The IT revolution goes deeper than electricity.
One of the world’s great productivity specialists, Robert J. Gordon of Northwestern University in Chicago, set the ball rolling five years ago with a pessimistic microeconomic proposition: that we have exhausted technical progress. The finest smartphone will never change our lives as much as the modern plumbing that brought water into our home, Gordon observes. Two economists from MIT in Boston, Erik Brynjolfsson and Andrew McAfee, replied in early 2014 with another microeconomic but optimistic argument: that IT innovations will unleash a tremendous wave of productivity.

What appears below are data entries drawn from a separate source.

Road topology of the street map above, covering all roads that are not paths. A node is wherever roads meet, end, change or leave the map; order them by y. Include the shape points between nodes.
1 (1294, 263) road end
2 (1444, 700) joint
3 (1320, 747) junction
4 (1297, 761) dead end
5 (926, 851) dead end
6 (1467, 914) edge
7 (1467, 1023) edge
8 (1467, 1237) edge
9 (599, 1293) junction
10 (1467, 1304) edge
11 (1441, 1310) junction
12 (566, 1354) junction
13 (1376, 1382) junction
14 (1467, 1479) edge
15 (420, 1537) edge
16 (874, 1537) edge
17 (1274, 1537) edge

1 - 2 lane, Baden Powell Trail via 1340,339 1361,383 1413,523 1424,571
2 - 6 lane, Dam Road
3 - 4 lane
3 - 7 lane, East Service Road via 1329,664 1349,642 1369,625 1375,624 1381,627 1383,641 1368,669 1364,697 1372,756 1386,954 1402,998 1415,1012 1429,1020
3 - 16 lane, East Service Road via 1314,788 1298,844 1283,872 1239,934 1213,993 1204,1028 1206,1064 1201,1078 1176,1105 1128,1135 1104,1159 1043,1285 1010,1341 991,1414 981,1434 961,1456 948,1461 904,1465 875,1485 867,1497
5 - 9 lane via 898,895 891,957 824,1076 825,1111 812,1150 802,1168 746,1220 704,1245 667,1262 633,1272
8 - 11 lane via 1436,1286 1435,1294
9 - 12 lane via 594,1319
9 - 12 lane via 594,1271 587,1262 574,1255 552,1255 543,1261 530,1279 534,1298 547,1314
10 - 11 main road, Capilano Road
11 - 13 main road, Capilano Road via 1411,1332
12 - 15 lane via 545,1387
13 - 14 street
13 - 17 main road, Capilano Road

It is the perspective echoed in debates on AI’s attendant hopes and anxieties over the future of work.
The debate is also macroeconomic. In 2013, former U.S. Treasury Secretary, Lawrence Summers, forwarded his own pessimistic argument. A former president of Harvard University, Summers believes we are in “secular stagnation,” and an aging population in advanced countries is swelling savings. Investments, he says, are not enough to absorb this money, and interest rates, which assure equilibrium between the two, should be negative. And as this is not acceptable to savers, firms are not investing enough.
The Bank of France economists, however, state very cautiously an optimistic macroeconomic argument; the new digital wave could generate benefits as potent as those of electricity in the 20th century. Those are not yet here, but “historically, technologies have effectively needed decades to diffuse and be utilized in a fully efficient manner.”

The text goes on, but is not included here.